What to produce: In the listing beneath this line, copy exactly the lines starting with the one containing "cr.arc(u, v, r, i" and going on through the one containing "if min(w, h)".

================

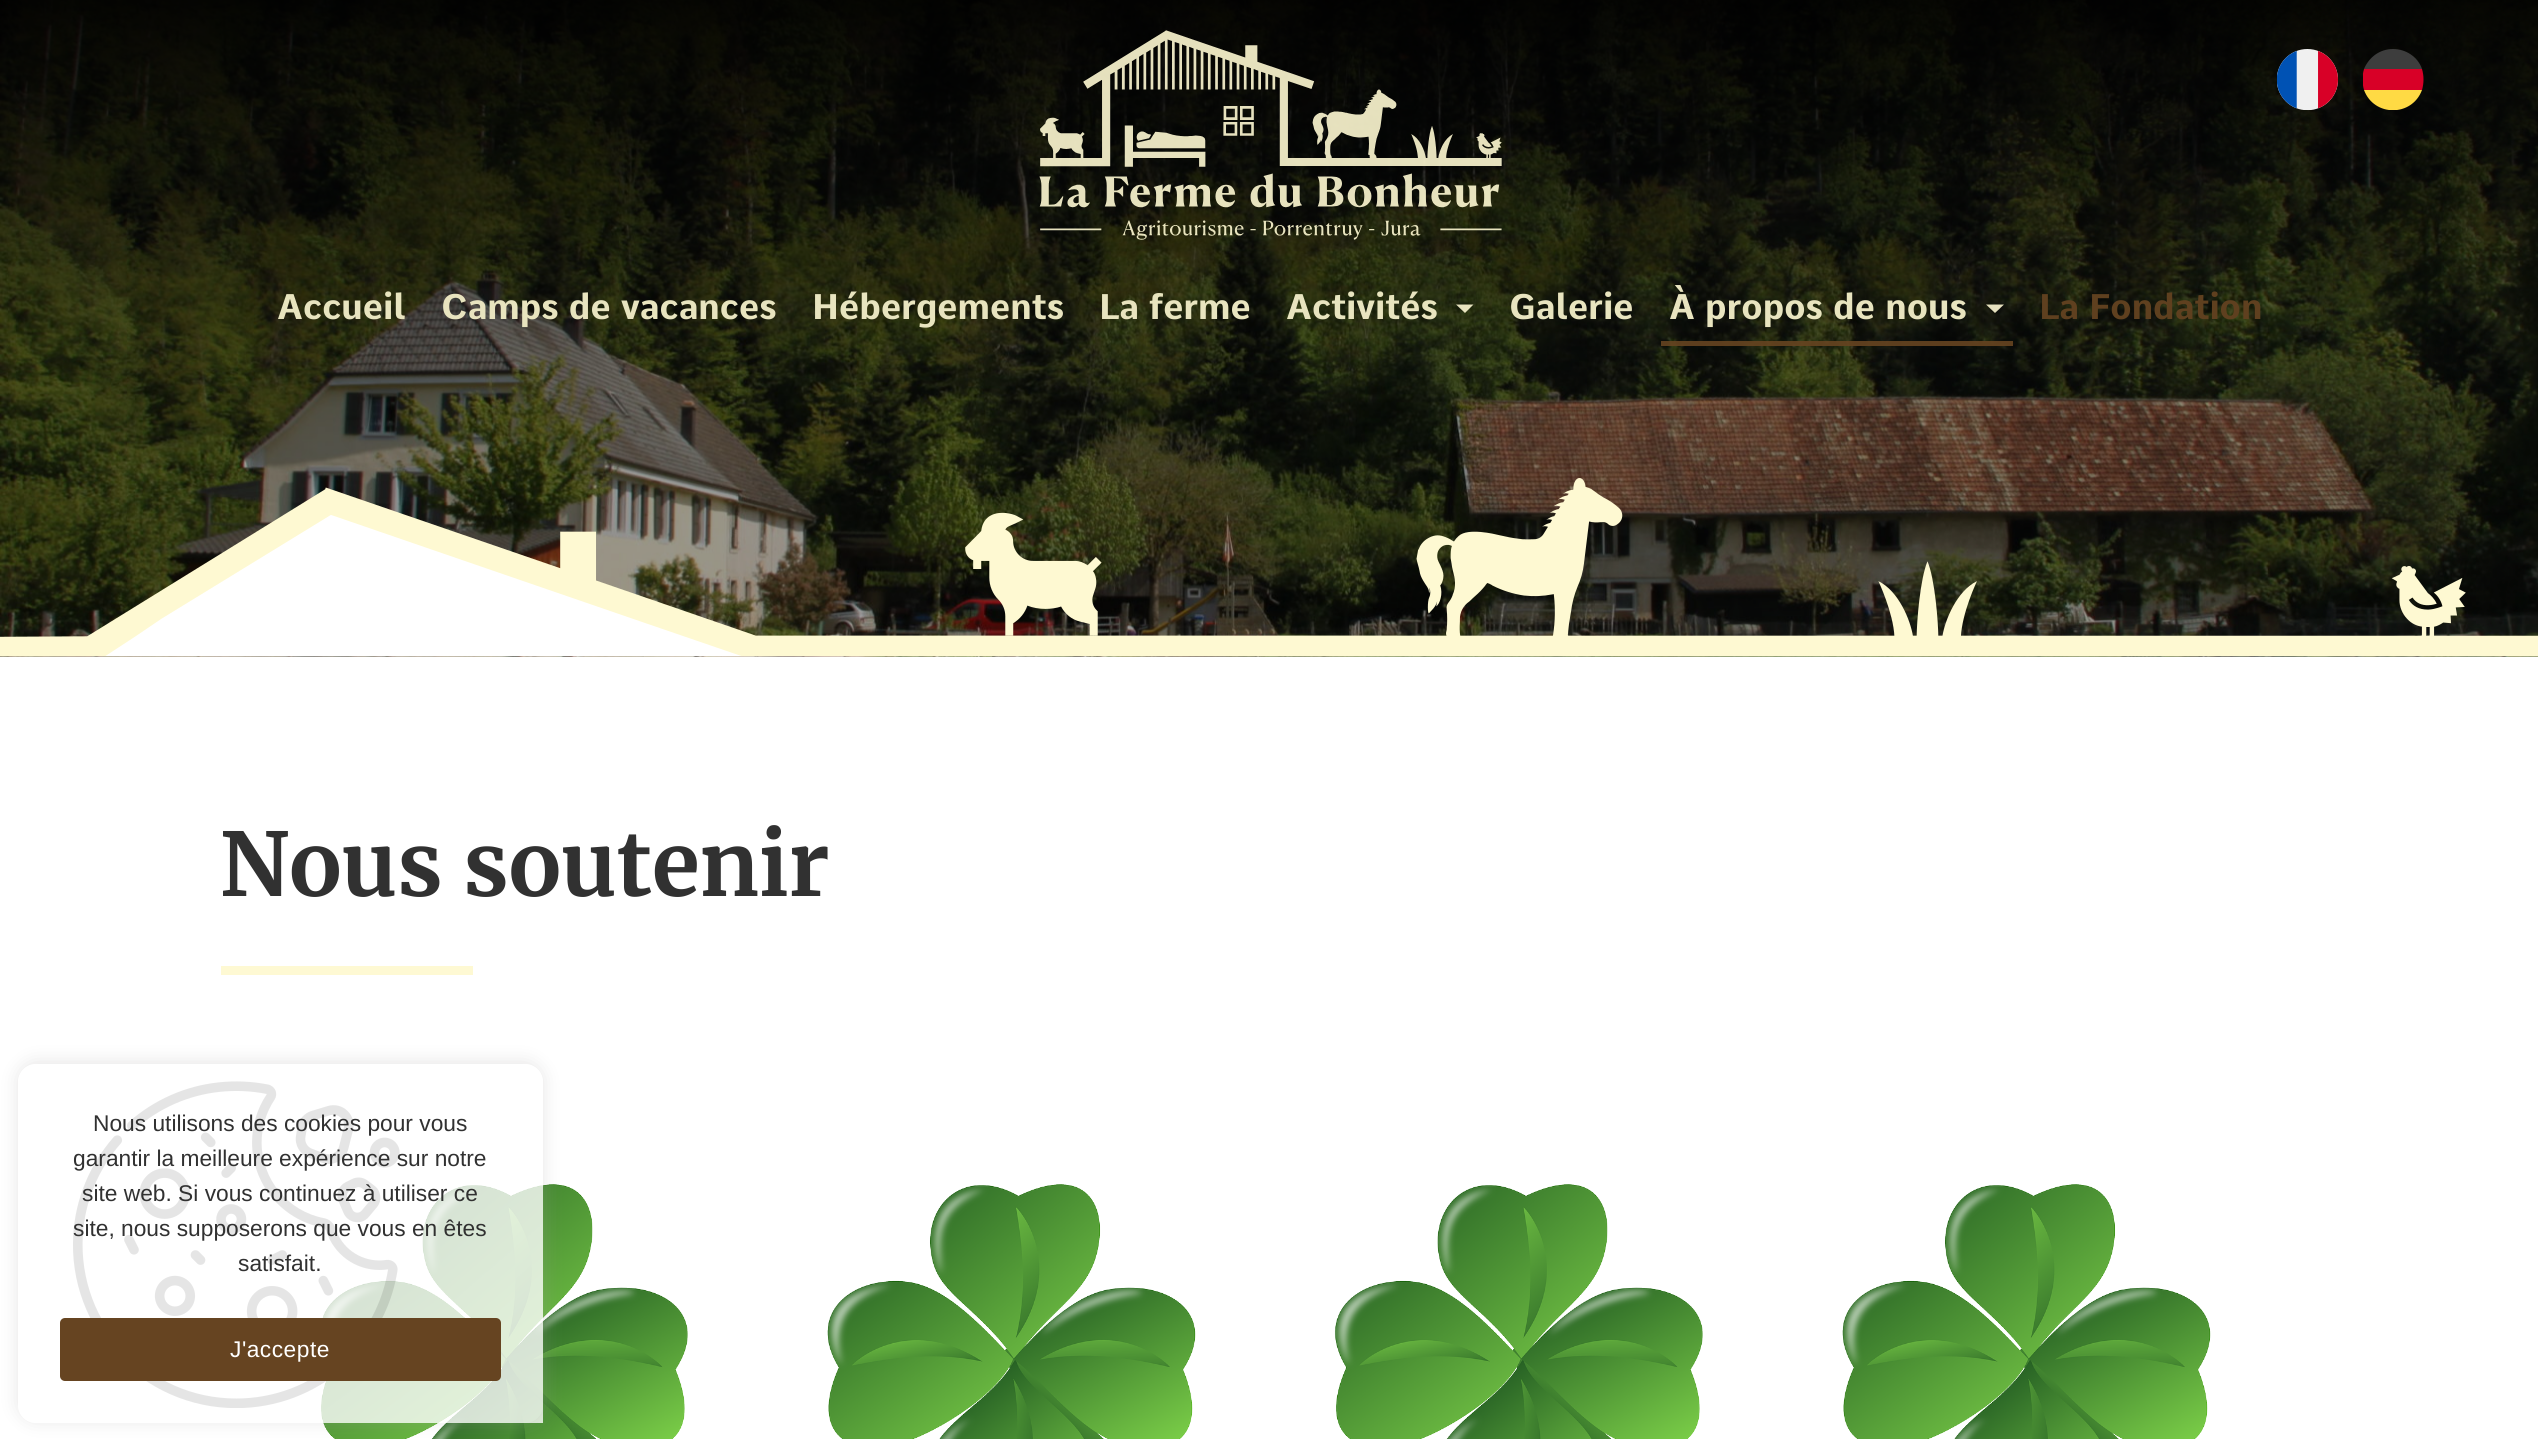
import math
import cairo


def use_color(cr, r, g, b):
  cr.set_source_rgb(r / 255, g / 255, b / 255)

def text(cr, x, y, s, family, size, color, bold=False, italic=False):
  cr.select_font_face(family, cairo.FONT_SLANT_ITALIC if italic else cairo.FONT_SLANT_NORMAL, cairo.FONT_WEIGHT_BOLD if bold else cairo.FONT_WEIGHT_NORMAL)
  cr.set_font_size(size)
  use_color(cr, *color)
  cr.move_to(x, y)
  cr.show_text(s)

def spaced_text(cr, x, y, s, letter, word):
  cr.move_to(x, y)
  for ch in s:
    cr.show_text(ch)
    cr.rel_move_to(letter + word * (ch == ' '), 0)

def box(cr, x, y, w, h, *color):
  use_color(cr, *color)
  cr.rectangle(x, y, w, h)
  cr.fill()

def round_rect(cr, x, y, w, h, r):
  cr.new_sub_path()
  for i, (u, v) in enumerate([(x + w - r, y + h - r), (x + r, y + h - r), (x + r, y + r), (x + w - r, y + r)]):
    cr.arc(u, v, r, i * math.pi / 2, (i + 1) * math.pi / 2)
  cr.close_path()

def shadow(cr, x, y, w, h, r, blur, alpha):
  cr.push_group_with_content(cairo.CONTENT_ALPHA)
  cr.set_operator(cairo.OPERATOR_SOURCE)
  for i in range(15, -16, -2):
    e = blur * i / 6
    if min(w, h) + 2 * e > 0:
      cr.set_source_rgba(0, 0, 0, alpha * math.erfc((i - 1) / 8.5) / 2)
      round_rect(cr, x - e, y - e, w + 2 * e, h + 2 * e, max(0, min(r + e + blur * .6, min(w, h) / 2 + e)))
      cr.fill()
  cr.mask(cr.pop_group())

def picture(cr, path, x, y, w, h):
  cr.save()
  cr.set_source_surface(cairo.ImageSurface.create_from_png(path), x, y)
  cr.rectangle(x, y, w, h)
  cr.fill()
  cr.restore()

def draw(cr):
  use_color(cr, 255, 255, 255)
  cr.paint()
  picture(cr, "img_02.png", 0, 0, 2538, 657)
  picture(cr, "img_01.png", 2277, 49, 61, 61)
  cr.save()
  cr.rectangle(2363, 49, 61, 61)
  cr.clip()
  use_color(cr, 255, 218, 68)
  cr.new_path()
  cr.move_to(2364, 90)
  cr.curve_to(2374, 117, 2412, 117, 2422, 90)
  cr.line_to(2393, 88)
  cr.close_path()
  cr.fill()
  cr.restore()
  use_color(cr, 61, 61, 61)
  cr.new_path()
  cr.move_to(2393, 49)
  cr.curve_to(2380, 49, 2369, 57, 2364, 69)
  cr.line_to(2393, 72)
  cr.line_to(2422, 69)
  cr.curve_to(2418, 57, 2406, 49, 2393, 49)
  cr.close_path()
  cr.fill()
  cr.save()
  cr.rectangle(2363, 49, 61, 61)
  cr.clip()
  use_color(cr, 216, 0, 39)
  cr.new_path()
  cr.move_to(2364, 69)
  cr.curve_to(2362, 76, 2362, 83, 2364, 90)
  cr.line_to(2422, 90)
  cr.curve_to(2424, 83, 2424, 76, 2422, 69)
  cr.close_path()
  cr.fill()
  cr.restore()
  picture(cr, "img_03.png", 0, 478, 2538, 178)
  picture(cr, "img_04.png", 1039, 30, 463, 210)
  cr.set_source_rgba(0.996, 0.976, 0.827, 0.9)
  cr.new_path()
  cr.move_to(1456, 304.5)
  cr.line_to(1473.5, 304.5)
  cr.line_to(1465, 313)
  cr.close_path()
  cr.fill()
  cr.set_source_rgba(0.4, 0.267, 0.129, 0.9)
  cr.rectangle(1661, 341, 352, 5)
  cr.fill()
  cr.set_source_rgba(0.996, 0.976, 0.827, 0.9)
  cr.new_path()
  cr.move_to(1986, 304.5)
  cr.line_to(2004, 304.5)
  cr.line_to(1995, 313)
  cr.close_path()
  cr.fill()
  box(cr, 221, 966, 252, 9, 254, 249, 211)
  picture(cr, "img_05.png", 321, 1184, 367, 255)
  picture(cr, "img_06.png", 827, 1184, 369, 255)
  picture(cr, "img_07.png", 1334, 1184, 369, 255)
  picture(cr, "img_08.png", 1842, 1184, 369, 255)
  cr.set_source_rgba(1, 1, 1, 0.8)
  cr.rectangle(321, 1185, 222, 238)
  cr.fill()
  picture(cr, "img_09.png", 73, 1081, 327, 327)
  cr.save()
  cr.set_fill_rule(cairo.FILL_RULE_EVEN_ODD)
  cr.new_path()
  cr.move_to(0, 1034)
  cr.line_to(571, 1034)
  cr.line_to(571, 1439)
  cr.line_to(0, 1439)
  cr.close_path()
  cr.move_to(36, 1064)
  cr.line_to(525, 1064)
  cr.curve_to(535, 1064, 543, 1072, 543, 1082)
  cr.line_to(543, 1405)
  cr.curve_to(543, 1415, 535, 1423, 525, 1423)
  cr.line_to(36, 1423)
  cr.curve_to(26, 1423, 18, 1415, 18, 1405)
  cr.line_to(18, 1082)
  cr.curve_to(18, 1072, 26, 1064, 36, 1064)
  cr.close_path()
  cr.clip()
  use_color(cr, 172, 171, 171)
  shadow(cr, 18, 1062, 525, 359, 18, 9, 0.3)
  cr.restore()
  use_color(cr, 102, 68, 33)
  round_rect(cr, 60, 1318, 441, 63, 5)
  cr.fill()
  text(cr, 277, 319, "Accueil", "Comme", 35, (232, 228, 191), bold=True)
  text(cr, 441, 319, "Camps de vacances", "Comme", 35, (232, 228, 191), bold=True)
  text(cr, 812, 319, "Hébergements", "Comme", 35, (232, 228, 191), bold=True)
  text(cr, 1099, 319, "La ferme", "Comme", 35, (232, 228, 191), bold=True)
  text(cr, 1286, 319, "Activités", "Comme", 35, (232, 228, 191), bold=True)
  text(cr, 1509, 319, "Galerie", "Comme", 35, (232, 228, 191), bold=True)
  text(cr, 1669, 319, "À propos de nous", "Comme", 35, (232, 228, 191), bold=True)
  text(cr, 2039, 319, "La Fondation", "Comme", 35, (95, 64, 31), bold=True)
  text(cr, 220, 896, "Nous soutenir", "Merriweather", 87.5, (49, 49, 49), bold=True)
  text(cr, 93, 1131, "Nous utilisons des cookies pour vous", "Liberation Sans", 22.75, (49, 49, 49))
  text(cr, 73, 1166, "garantir la meilleure expérience sur notre", "Liberation Sans", 22.75, (49, 49, 49))
  text(cr, 82, 1201, "site web. Si vous continuez à utiliser ce", "Liberation Sans", 22.75, (49, 49, 49))
  text(cr, 73, 1236, "site, nous supposerons que vous en êtes", "Liberation Sans", 22.75, (49, 49, 49))
  text(cr, 238, 1271, "satisfait.", "Liberation Sans", 22.75, (49, 49, 49))
  use_color(cr, 255, 255, 255)
  spaced_text(cr, 230, 1357, "J'accepte", 0.5, 0)


surface = cairo.ImageSurface(cairo.FORMAT_RGB24, 2538, 1439)
cr = cairo.Context(surface)
options = cairo.FontOptions()
options.set_hint_metrics(cairo.HINT_METRICS_OFF)
options.set_hint_style(cairo.HINT_STYLE_NONE)
cr.set_font_options(options)
cr.set_miter_limit(4)
draw(cr)
surface.write_to_png("out.png")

================

Your response:
    cr.arc(u, v, r, i * math.pi / 2, (i + 1) * math.pi / 2)
  cr.close_path()

def shadow(cr, x, y, w, h, r, blur, alpha):
  cr.push_group_with_content(cairo.CONTENT_ALPHA)
  cr.set_operator(cairo.OPERATOR_SOURCE)
  for i in range(15, -16, -2):
    e = blur * i / 6
    if min(w, h) + 2 * e > 0:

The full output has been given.